■ **WHAT THE TASK REQUIRES**
What you return must match the listing below line for line, minus its pictures.

■ **DATA SUPPLIED**
========================================================================

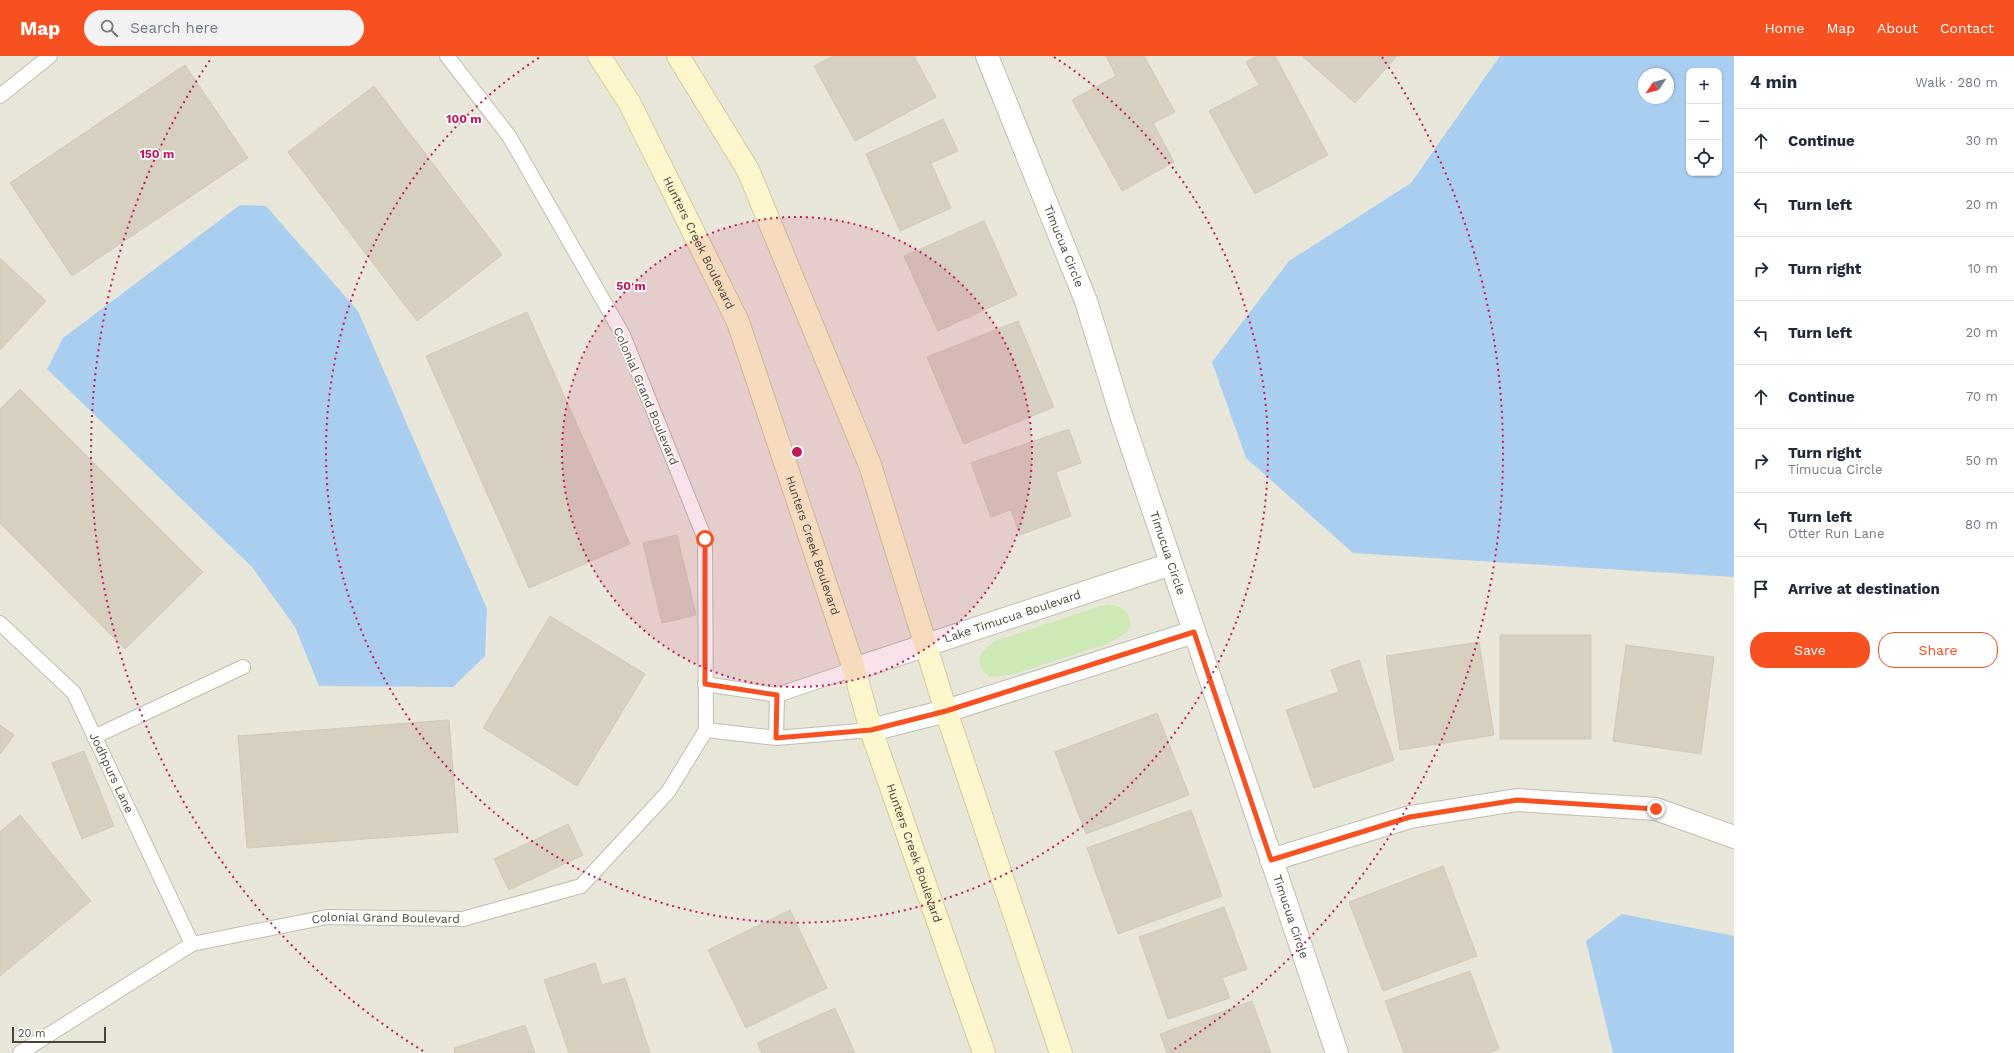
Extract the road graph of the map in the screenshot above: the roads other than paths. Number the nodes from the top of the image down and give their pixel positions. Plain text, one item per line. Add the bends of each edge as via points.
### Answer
1 (50, 56) edge
2 (447, 56) edge
3 (599, 56) edge
4 (678, 56) edge
5 (987, 56) edge
6 (0, 96) edge
7 (1171, 564) junction
8 (0, 624) edge
9 (1194, 632) junction
10 (926, 645) junction
11 (243, 668) dead end
12 (854, 669) junction
13 (705, 684) junction
14 (777, 695) junction
15 (946, 711) junction
16 (706, 730) junction
17 (871, 730) junction
18 (94, 737) junction
19 (776, 738) junction
20 (1734, 837) edge
21 (1271, 860) junction
22 (192, 944) junction
23 (20, 1053) edge
24 (984, 1053) edge
25 (1061, 1053) edge
26 (1337, 1053) edge

1 - 6 lane
2 - 13 lane, Colonial Grand Boulevard via 509,136 623,335 705,539
3 - 12 street, Hunters Creek Boulevard via 630,102 738,322
4 - 10 street via 748,170 870,465
5 - 7 street, Timucua Circle via 1086,301
7 - 9 street, Timucua Circle
7 - 10 street, Lake Timucua Boulevard
8 - 18 lane, Jodhpurs Lane via 74,693
9 - 15 street
9 - 21 street, Timucua Circle
10 - 12 street, Lake Timucua Boulevard
10 - 15 street
11 - 18 lane
12 - 14 lane
12 - 17 street, Hunters Creek Boulevard
13 - 14 lane
13 - 16 lane, Colonial Grand Boulevard
14 - 19 lane
15 - 17 street
15 - 25 street
16 - 19 lane
16 - 22 lane, Colonial Grand Boulevard via 668,792 581,886 463,919 327,917
17 - 19 lane
17 - 24 street, Hunters Creek Boulevard
18 - 22 lane, Jodhpurs Lane
20 - 21 street via 1656,809 1517,800 1410,817
21 - 26 street, Timucua Circle
22 - 23 lane, Colonial Grand Boulevard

========================================================================

■ **EXERCISE RESPONSE**
Extract the road graph of the map in the screenshot above: the roads other than paths. Number the nodes from the top of the image down and give their pixel positions. Plain text, one item per line. Add the bends of each edge as via points.
### Answer
1 (50, 56) edge
2 (447, 56) edge
3 (599, 56) edge
4 (678, 56) edge
5 (987, 56) edge
6 (0, 96) edge
7 (1171, 564) junction
8 (0, 624) edge
9 (1194, 632) junction
10 (926, 645) junction
11 (243, 668) dead end
12 (854, 669) junction
13 (705, 684) junction
14 (777, 695) junction
15 (946, 711) junction
16 (706, 730) junction
17 (871, 730) junction
18 (94, 737) junction
19 (776, 738) junction
20 (1734, 837) edge
21 (1271, 860) junction
22 (192, 944) junction
23 (20, 1053) edge
24 (984, 1053) edge
25 (1061, 1053) edge
26 (1337, 1053) edge

1 - 6 lane
2 - 13 lane, Colonial Grand Boulevard via 509,136 623,335 705,539
3 - 12 street, Hunters Creek Boulevard via 630,102 738,322
4 - 10 street via 748,170 870,465
5 - 7 street, Timucua Circle via 1086,301
7 - 9 street, Timucua Circle
7 - 10 street, Lake Timucua Boulevard
8 - 18 lane, Jodhpurs Lane via 74,693
9 - 15 street
9 - 21 street, Timucua Circle
10 - 12 street, Lake Timucua Boulevard
10 - 15 street
11 - 18 lane
12 - 14 lane
12 - 17 street, Hunters Creek Boulevard
13 - 14 lane
13 - 16 lane, Colonial Grand Boulevard
14 - 19 lane
15 - 17 street
15 - 25 street
16 - 19 lane
16 - 22 lane, Colonial Grand Boulevard via 668,792 581,886 463,919 327,917
17 - 19 lane
17 - 24 street, Hunters Creek Boulevard
18 - 22 lane, Jodhpurs Lane
20 - 21 street via 1656,809 1517,800 1410,817
21 - 26 street, Timucua Circle
22 - 23 lane, Colonial Grand Boulevard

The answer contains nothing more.